Keith Meldrum, the former chief veterinary officer, told the BSE inquiry yesterday that when the first cat was diagnosed in 1990 with a spongiform encephalopathy, John MacGregor, who was then the agriculture minister, considered a wide-scale or total slaughter policy. At the same time the Chief Medical Officer at the Department of Health, Sir Donald Acheson, issued a statement, saying that there was no scientific justification for not eating British beef.

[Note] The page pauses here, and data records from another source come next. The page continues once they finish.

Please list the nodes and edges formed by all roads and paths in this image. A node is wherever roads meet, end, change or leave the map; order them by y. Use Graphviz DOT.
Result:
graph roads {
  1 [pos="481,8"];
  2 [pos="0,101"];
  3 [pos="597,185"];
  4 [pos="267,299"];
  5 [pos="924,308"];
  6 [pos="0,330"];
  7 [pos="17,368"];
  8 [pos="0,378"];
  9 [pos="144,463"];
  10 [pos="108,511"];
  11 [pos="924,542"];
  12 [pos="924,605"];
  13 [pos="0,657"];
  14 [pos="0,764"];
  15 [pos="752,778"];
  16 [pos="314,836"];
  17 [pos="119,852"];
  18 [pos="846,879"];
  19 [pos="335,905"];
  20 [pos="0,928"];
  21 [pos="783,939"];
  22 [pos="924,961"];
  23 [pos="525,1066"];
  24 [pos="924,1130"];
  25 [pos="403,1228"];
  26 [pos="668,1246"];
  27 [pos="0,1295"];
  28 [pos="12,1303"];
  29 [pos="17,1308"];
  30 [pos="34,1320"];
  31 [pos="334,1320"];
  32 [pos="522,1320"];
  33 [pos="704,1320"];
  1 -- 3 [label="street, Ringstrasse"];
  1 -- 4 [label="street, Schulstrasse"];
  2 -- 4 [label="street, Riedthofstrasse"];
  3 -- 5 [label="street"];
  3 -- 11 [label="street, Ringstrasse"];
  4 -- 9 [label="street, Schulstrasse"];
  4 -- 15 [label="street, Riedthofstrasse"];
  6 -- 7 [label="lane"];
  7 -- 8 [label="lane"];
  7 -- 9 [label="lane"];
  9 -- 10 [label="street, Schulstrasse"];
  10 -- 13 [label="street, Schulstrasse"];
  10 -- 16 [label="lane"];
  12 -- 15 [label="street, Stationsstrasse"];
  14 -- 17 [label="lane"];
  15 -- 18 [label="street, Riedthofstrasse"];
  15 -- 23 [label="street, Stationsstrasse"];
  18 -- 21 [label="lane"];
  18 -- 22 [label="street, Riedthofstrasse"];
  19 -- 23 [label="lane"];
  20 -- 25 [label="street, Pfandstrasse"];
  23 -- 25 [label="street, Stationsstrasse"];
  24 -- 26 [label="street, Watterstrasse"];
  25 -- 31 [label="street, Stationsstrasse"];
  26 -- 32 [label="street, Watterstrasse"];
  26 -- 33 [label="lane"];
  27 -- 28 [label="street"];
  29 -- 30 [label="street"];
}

But, Mr Meldrum told the inquiry, a BSE-like disorder in cats that year raised the prospect of a mass slaughter of cattle. "It was discussed at the time whether or not the UK should consider implementing either herd- slaughter policy or indeed a policy of the whole herd. I remember discussions taking place in the night. So that was not a new thought. If everything went completely wild and if there was, for instance, evidence that infectivity had been found in meat, which it has not, in beef, then that would raise a totally new scenario."

It also emerged at the inquiry that one of the most important measures to protect against "mad-cow" disease was introduced only after the Government realised the petfood industry was planning to bring in the same precaution to safeguard cat and dog food. The Government became convinced of the need to ban specified bovine offals (SBOs), the most infective parts of the cattle carcass, only when it heard the advice commissioned by petfood manufacturers.

The advice, by Richard Kimberlin, a former head of the Neuropathogenesis Unit in Edinburgh, was "inspirational", because it had gone beyond measures recommended in 1989 by the Southwood committee investigating BSE.

Southwood had not mentioned an outright ban on specified bovine offals but advised that, as a precaution against BSE being passed to humans, certain bovine material should be removed from baby food.

Mr Meldrum said Dr Kimberlin had advised the petfood industry that offals such as brain and spinal cord should be removed from the petfood chain to protect against BSE.

Mr Meldrum said that after meeting Dr Kimberlin and the petfood-making association in May 1989 he became convinced of the argument for introducing a similar ban in the human food chain. But Department of Health officials feared an SBO ban would draw attention to "the problem of pharmaceuticals" also being made with bovine material.

The health officials continued to oppose introduction of an offal ban on grounds that the Southwood committee had thought it was not necessary.

Mr Meldrum said he told Mr MacGregor of the advice given to the petfood industry. The minister met health officials in June 1989 to lobby for a full ban on specified bovine offals, despite the Department of Health's objections.

The ban was designed to protect the public against cows that were incubating BSE without showing any symptoms. It is now believed that many hundreds of thousands of cattle incubating BSE went into the human food chain and that the single most important factor limiting the spread of the disease to humans was the ban on specified bovine offals.